From the entries that follow, copy every line with the word "dead".

## Information shown
********************
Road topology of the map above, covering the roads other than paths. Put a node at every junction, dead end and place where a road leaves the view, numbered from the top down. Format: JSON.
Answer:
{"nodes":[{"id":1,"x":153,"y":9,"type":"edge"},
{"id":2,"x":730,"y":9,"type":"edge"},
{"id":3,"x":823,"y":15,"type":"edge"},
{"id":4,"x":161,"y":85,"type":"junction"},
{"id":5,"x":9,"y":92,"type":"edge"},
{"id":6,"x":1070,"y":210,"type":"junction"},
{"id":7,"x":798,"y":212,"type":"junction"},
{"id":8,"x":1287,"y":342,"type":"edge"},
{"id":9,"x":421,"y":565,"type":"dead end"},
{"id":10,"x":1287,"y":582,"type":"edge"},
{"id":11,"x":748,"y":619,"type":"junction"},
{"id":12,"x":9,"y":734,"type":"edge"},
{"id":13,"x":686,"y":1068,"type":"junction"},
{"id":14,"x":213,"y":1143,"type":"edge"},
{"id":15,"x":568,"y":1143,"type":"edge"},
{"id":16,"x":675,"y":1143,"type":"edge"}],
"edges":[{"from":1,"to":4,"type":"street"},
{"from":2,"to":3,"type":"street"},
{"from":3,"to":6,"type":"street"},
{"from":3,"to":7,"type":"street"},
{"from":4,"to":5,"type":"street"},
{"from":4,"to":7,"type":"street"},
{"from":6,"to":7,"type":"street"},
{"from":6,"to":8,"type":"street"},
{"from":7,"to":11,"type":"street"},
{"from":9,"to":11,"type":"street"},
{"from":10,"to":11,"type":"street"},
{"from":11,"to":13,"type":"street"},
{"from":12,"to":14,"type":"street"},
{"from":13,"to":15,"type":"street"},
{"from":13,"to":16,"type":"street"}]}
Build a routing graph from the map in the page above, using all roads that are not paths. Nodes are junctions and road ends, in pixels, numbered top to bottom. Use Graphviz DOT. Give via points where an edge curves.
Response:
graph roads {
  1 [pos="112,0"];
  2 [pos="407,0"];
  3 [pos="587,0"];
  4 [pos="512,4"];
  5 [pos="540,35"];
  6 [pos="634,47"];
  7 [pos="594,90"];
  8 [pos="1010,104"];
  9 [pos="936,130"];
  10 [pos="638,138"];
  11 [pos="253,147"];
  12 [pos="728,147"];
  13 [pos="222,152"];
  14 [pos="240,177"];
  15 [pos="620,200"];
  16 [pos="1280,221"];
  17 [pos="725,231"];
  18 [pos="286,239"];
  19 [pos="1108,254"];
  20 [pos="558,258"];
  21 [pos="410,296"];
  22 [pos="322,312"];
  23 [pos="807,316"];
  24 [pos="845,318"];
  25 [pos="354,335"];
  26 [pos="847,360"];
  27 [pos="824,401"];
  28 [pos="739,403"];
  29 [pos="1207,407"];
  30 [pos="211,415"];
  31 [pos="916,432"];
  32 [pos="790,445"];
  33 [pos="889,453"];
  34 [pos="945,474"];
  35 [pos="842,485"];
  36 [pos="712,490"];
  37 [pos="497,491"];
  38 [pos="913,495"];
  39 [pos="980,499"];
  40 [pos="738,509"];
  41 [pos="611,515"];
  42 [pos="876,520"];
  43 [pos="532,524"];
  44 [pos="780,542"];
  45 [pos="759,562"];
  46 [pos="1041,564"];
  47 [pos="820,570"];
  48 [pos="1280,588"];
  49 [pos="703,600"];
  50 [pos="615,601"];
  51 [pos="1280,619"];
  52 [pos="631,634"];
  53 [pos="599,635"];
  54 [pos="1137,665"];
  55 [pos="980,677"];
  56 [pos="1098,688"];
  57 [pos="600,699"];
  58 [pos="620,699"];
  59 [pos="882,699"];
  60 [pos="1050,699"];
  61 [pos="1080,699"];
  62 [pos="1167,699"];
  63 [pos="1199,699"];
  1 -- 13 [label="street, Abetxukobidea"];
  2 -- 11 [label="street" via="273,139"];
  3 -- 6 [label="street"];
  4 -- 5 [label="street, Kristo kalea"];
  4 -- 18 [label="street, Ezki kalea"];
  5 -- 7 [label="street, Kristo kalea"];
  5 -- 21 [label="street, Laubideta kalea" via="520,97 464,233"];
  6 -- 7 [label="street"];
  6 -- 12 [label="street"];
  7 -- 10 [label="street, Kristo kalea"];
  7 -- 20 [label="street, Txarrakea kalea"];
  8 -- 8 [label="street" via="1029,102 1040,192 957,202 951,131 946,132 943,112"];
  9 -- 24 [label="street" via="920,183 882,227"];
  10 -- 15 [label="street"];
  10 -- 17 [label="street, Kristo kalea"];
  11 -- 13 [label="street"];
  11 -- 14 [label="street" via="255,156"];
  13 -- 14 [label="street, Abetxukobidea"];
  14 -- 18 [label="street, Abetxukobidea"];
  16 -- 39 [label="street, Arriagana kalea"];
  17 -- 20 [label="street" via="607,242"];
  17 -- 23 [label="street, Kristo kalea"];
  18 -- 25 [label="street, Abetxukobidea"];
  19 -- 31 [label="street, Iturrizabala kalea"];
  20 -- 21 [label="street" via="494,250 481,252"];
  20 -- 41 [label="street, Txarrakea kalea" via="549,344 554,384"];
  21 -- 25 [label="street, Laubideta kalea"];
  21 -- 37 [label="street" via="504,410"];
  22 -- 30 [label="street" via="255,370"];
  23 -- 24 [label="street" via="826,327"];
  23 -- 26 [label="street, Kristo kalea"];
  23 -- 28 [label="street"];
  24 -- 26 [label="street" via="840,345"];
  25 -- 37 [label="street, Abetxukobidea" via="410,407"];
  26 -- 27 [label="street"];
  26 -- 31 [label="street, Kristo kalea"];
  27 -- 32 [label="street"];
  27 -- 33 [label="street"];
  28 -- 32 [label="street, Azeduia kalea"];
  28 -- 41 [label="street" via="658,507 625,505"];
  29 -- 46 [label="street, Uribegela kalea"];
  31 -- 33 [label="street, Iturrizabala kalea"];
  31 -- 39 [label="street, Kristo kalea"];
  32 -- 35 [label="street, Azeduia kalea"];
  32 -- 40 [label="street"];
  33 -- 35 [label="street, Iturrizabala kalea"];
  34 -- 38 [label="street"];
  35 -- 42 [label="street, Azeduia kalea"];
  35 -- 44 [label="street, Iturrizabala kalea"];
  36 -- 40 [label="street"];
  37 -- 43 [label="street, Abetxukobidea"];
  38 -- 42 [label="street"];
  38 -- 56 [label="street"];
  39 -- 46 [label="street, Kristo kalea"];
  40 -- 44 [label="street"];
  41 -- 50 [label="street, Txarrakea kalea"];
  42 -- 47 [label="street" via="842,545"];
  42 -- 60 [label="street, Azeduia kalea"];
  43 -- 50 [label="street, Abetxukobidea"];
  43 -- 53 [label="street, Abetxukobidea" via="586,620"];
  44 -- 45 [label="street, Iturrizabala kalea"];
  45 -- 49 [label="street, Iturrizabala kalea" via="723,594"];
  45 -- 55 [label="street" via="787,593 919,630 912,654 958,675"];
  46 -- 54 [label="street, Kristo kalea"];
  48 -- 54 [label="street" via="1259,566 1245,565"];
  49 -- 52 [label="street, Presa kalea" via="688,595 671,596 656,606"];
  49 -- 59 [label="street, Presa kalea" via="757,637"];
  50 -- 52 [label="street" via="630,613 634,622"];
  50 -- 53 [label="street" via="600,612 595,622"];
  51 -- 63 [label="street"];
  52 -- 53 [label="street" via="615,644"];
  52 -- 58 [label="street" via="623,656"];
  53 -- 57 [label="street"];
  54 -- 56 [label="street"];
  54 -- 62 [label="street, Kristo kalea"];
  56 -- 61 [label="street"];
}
********************
## Exercise answer
Road topology of the map above, covering the roads other than paths. Put a node at every junction, dead end and place where a road leaves the view, numbered from the top down. Format: JSON.
{"id":9,"x":421,"y":565,"type":"dead end"},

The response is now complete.